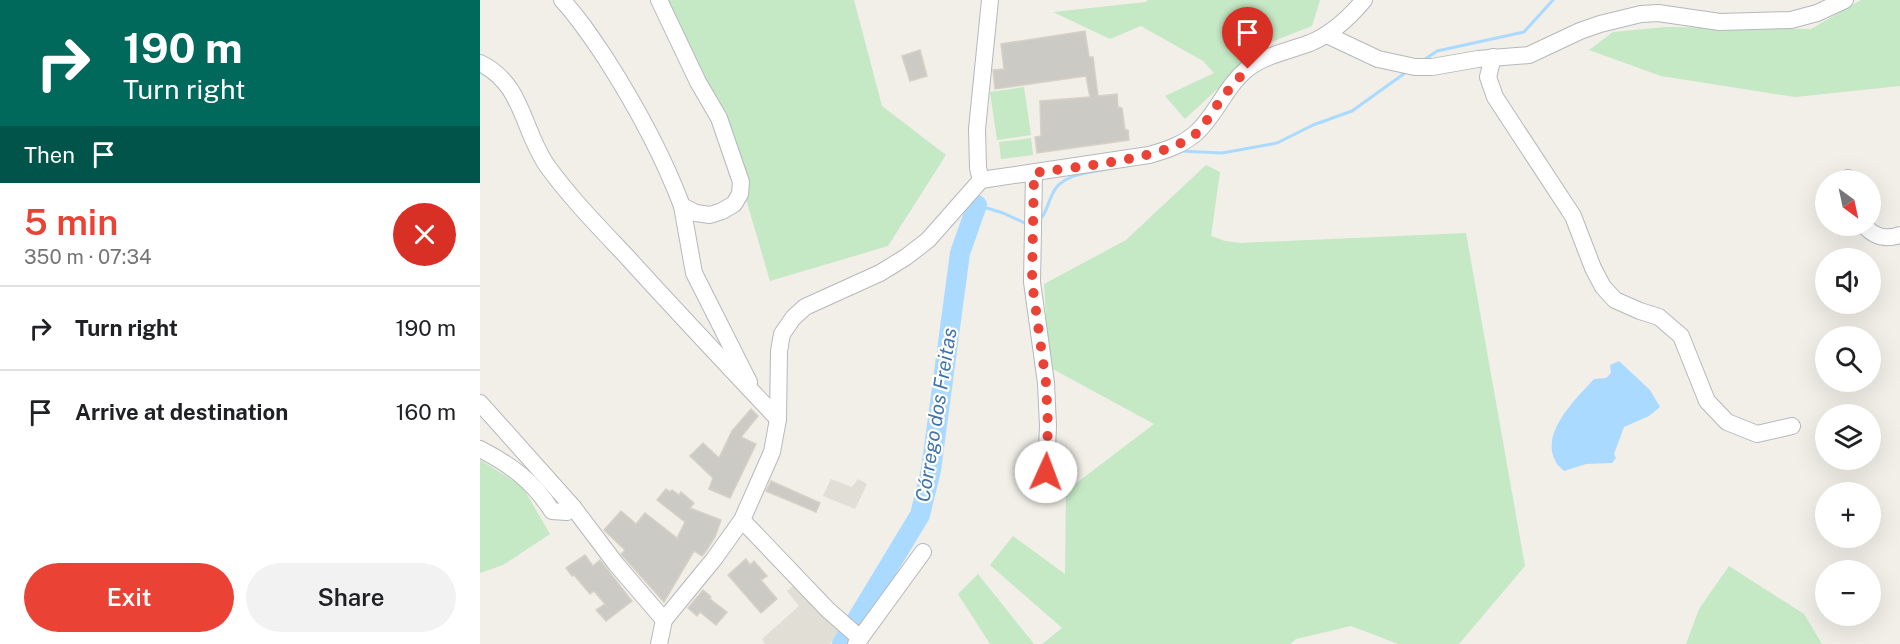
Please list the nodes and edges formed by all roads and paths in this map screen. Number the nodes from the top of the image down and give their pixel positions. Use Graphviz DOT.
graph roads {
  1 [pos="562,0"];
  2 [pos="659,0"];
  3 [pos="990,0"];
  4 [pos="1364,0"];
  5 [pos="1845,0"];
  6 [pos="1327,35"];
  7 [pos="1493,57"];
  8 [pos="480,63"];
  9 [pos="1034,173"];
  10 [pos="981,180"];
  11 [pos="681,206"];
  12 [pos="1900,235"];
  13 [pos="1877,236"];
  14 [pos="755,395"];
  15 [pos="480,403"];
  16 [pos="778,419"];
  17 [pos="1792,426"];
  18 [pos="480,448"];
  19 [pos="1046,472"];
  20 [pos="573,507"];
  21 [pos="742,520"];
  22 [pos="923,552"];
  23 [pos="664,620"];
  24 [pos="854,636"];
  25 [pos="659,644"];
  1 -- 11 [label="street"];
  2 -- 11 [label="street"];
  3 -- 10 [label="street"];
  4 -- 6 [label="street"];
  5 -- 7 [label="street"];
  6 -- 7 [label="street"];
  6 -- 9 [label="street"];
  7 -- 17 [label="street"];
  8 -- 14 [label="street"];
  9 -- 10 [label="street"];
  9 -- 19 [label="street"];
  10 -- 16 [label="street"];
  11 -- 14 [label="street"];
  12 -- 13 [label="street"];
  14 -- 16 [label="street"];
  15 -- 20 [label="street"];
  16 -- 21 [label="street"];
  18 -- 20 [label="street"];
  20 -- 23 [label="street"];
  21 -- 23 [label="street"];
  21 -- 24 [label="street"];
  22 -- 24 [label="street"];
  23 -- 25 [label="street"];
}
------------------------------------------------------------
**Goal of the exercise:**
Please output the records exactly, leaving the pictures out.

**Written reply:**
Please list the nodes and edges formed by all roads and paths in this map screen. Number the nodes from the top of the image down and give their pixel positions. Use Graphviz DOT.
graph roads {
  1 [pos="562,0"];
  2 [pos="659,0"];
  3 [pos="990,0"];
  4 [pos="1364,0"];
  5 [pos="1845,0"];
  6 [pos="1327,35"];
  7 [pos="1493,57"];
  8 [pos="480,63"];
  9 [pos="1034,173"];
  10 [pos="981,180"];
  11 [pos="681,206"];
  12 [pos="1900,235"];
  13 [pos="1877,236"];
  14 [pos="755,395"];
  15 [pos="480,403"];
  16 [pos="778,419"];
  17 [pos="1792,426"];
  18 [pos="480,448"];
  19 [pos="1046,472"];
  20 [pos="573,507"];
  21 [pos="742,520"];
  22 [pos="923,552"];
  23 [pos="664,620"];
  24 [pos="854,636"];
  25 [pos="659,644"];
  1 -- 11 [label="street"];
  2 -- 11 [label="street"];
  3 -- 10 [label="street"];
  4 -- 6 [label="street"];
  5 -- 7 [label="street"];
  6 -- 7 [label="street"];
  6 -- 9 [label="street"];
  7 -- 17 [label="street"];
  8 -- 14 [label="street"];
  9 -- 10 [label="street"];
  9 -- 19 [label="street"];
  10 -- 16 [label="street"];
  11 -- 14 [label="street"];
  12 -- 13 [label="street"];
  14 -- 16 [label="street"];
  15 -- 20 [label="street"];
  16 -- 21 [label="street"];
  18 -- 20 [label="street"];
  20 -- 23 [label="street"];
  21 -- 23 [label="street"];
  21 -- 24 [label="street"];
  22 -- 24 [label="street"];
  23 -- 25 [label="street"];
}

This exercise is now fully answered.